19年10~12月期の成長率はマイナス2.9%。季節調整済み前期比は0.4%減と、3期続けてマイナスだった。香港政府の報道官は20年の見通しについて「新型コロナウイルスによる感染症は消費や観光、アジア経済に大きな影響を与える」と警戒感を示した。

マイナス成長の主因はGDPの7割弱を占める個人消費の落ち込みだ。民間消費支出は1.1%減った。19年は年明けから中国経済減速などの影響を受けて高額消費が失速。6月に大規模デモが始まると、中国の団体客のキャンセルが相次ぎ、宝飾品や化粧品の売り上げが大きく落ち込んだ。設備投資など固定資本形成は12.2%の大幅減だった。

1997年の中国返還以降、マイナス成長はアジア金融危機に見舞われた98年(5.9%減)、リーマン危機後の09年(2.5%減)に続く3回目。18年までの10年間は平均2.8%の成長を達成したが、19年は貿易摩擦と大規模デモで内外の経済環境が悪化した。

香港に隣接する広東省深圳市のGDPは18年に初めて香港を上回り、19年はさらに差を広げた。同市統計局の速報値では19年の成長率は6.7%だった。中国本土で香港を上回るのは上海、北京、深圳の3市。広州市や重慶市が香港に迫っており、20年には逆転する可能性がある。

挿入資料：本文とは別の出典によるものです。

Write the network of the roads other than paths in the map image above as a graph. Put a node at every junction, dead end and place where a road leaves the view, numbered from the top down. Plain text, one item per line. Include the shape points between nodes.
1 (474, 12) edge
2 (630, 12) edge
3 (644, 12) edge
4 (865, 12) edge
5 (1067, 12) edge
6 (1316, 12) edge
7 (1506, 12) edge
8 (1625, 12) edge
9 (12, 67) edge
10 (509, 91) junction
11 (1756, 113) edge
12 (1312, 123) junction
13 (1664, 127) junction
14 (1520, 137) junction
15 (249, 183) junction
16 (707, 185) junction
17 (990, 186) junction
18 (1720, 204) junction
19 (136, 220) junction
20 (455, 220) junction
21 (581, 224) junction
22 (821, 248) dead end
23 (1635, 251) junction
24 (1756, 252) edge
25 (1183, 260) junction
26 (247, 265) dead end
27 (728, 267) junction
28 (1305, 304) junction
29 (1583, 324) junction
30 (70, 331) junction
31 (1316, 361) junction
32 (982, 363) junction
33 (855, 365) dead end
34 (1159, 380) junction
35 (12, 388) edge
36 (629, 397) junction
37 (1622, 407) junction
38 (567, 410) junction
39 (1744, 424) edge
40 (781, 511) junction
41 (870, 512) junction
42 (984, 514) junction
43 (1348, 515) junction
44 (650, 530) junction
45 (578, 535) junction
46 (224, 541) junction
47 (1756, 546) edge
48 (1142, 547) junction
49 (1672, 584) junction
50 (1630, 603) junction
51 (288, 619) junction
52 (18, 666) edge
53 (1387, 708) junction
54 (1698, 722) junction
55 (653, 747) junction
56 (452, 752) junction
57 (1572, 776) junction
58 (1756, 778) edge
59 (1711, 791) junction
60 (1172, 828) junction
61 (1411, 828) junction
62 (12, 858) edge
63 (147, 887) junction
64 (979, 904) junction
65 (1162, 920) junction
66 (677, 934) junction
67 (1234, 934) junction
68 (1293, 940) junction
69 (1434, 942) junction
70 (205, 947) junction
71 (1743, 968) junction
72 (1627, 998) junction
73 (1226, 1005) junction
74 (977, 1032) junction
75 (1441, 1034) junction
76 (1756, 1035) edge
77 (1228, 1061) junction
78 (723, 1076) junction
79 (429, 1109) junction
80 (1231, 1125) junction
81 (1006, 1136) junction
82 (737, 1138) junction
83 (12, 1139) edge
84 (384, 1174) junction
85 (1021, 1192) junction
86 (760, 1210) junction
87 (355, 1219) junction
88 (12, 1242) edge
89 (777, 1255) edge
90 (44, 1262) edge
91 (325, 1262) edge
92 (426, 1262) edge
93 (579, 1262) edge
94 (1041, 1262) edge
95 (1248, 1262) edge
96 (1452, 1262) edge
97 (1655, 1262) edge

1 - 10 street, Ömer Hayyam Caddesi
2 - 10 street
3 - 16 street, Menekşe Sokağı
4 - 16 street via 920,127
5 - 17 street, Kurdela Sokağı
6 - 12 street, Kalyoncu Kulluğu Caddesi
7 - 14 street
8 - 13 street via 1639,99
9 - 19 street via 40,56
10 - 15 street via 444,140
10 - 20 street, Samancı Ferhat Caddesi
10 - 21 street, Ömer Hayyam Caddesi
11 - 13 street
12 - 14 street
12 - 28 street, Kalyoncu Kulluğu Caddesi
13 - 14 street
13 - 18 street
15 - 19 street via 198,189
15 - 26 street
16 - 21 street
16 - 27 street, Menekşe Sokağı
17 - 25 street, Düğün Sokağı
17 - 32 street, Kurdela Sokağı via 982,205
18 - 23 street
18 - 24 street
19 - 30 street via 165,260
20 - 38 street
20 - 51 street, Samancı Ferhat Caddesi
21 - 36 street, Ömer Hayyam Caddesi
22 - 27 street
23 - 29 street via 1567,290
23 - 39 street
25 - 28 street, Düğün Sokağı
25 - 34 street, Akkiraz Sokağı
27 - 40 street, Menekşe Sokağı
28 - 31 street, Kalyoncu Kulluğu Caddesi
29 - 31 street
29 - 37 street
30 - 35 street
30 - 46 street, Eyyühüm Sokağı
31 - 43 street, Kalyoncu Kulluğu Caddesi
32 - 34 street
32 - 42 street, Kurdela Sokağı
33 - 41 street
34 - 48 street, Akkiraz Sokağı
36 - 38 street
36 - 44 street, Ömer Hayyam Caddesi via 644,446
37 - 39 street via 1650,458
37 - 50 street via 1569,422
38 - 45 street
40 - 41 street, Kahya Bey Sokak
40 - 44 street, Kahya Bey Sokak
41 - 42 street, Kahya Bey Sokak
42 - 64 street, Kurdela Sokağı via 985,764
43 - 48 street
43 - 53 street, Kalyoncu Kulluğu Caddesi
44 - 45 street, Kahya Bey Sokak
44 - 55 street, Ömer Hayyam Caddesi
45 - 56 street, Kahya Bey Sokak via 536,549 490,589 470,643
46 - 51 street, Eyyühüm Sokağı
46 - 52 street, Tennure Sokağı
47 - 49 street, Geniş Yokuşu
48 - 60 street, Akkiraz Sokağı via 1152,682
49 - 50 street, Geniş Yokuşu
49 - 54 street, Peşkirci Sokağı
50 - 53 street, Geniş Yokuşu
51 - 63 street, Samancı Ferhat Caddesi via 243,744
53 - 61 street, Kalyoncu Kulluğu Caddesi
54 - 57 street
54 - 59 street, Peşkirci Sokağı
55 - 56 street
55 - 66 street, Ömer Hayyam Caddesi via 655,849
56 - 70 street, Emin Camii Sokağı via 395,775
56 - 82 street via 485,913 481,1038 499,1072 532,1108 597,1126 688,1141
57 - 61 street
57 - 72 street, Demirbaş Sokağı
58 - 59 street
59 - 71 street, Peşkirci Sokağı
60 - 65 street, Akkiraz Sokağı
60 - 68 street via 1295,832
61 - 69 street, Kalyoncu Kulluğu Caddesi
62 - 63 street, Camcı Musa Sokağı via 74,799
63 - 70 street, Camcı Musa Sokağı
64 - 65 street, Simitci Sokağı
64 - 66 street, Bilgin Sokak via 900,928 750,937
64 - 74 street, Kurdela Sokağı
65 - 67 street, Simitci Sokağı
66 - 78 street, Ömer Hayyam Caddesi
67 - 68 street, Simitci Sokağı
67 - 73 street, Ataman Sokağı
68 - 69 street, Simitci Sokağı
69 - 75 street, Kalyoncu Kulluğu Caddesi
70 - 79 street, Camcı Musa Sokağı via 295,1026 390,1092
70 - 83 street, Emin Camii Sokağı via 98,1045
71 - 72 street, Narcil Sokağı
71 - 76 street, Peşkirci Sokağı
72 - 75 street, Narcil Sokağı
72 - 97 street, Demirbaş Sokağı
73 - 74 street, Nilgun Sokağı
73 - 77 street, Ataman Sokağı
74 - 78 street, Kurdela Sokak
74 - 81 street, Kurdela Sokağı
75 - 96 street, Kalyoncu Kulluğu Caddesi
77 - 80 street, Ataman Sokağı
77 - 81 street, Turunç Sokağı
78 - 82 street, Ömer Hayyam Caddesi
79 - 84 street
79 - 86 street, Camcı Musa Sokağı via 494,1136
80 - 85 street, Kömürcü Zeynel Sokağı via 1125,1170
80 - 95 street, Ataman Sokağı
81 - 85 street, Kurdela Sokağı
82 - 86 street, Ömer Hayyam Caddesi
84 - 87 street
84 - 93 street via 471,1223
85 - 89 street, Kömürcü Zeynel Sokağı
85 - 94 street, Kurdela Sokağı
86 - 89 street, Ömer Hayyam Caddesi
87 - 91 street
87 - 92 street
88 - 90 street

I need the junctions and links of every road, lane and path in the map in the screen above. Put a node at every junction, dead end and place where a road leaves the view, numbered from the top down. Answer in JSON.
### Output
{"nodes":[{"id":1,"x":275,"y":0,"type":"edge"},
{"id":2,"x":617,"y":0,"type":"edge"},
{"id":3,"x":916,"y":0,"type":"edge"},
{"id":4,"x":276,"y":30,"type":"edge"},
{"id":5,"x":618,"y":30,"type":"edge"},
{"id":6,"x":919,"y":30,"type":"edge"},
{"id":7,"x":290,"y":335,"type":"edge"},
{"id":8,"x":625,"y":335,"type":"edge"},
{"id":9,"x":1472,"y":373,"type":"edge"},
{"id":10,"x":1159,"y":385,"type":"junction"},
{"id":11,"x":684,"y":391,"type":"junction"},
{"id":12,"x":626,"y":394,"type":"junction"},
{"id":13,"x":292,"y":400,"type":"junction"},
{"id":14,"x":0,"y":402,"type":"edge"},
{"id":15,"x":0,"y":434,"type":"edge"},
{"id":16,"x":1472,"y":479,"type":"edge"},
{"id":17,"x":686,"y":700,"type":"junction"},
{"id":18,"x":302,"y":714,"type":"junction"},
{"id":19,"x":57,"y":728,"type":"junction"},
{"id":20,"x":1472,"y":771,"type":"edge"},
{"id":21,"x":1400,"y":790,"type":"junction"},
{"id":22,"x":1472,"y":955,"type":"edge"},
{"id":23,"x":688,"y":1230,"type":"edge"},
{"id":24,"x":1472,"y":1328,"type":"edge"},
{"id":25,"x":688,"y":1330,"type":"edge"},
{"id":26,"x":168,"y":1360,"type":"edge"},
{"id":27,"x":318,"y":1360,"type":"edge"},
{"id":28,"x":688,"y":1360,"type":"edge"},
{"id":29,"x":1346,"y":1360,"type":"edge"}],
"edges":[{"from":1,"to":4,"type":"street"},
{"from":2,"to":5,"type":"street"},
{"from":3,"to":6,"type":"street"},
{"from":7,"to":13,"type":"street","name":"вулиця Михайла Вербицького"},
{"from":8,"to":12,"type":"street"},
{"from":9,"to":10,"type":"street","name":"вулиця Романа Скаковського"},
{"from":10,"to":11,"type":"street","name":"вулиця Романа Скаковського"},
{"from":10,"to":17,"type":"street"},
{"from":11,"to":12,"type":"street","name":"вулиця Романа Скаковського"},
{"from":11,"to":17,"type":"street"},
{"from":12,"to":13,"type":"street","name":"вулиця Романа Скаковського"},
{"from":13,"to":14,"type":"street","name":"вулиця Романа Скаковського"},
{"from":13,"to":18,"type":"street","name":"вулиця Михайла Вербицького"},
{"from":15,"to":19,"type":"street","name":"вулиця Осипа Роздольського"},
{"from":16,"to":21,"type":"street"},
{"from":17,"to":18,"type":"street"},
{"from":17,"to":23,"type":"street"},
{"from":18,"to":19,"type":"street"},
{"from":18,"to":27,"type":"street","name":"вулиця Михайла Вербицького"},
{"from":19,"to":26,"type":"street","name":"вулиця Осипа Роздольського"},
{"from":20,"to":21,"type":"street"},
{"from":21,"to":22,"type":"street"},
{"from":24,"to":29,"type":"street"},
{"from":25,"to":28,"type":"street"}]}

香港はこのところ大規模デモは減っているが、新型肺炎による経済への打撃が避けられない見通しだ。政府は感染拡大を防ぐため、本土からの個人旅行客の受け入れを止め、香港ディズニーランドなど観光施設は軒並み休園になった。重症急性呼吸器症候群(SARS)が大流行した03年は4~6月期にマイナス成長に陥ったが、7~9月期はプラスに転じ、通年は3.1%成長だった。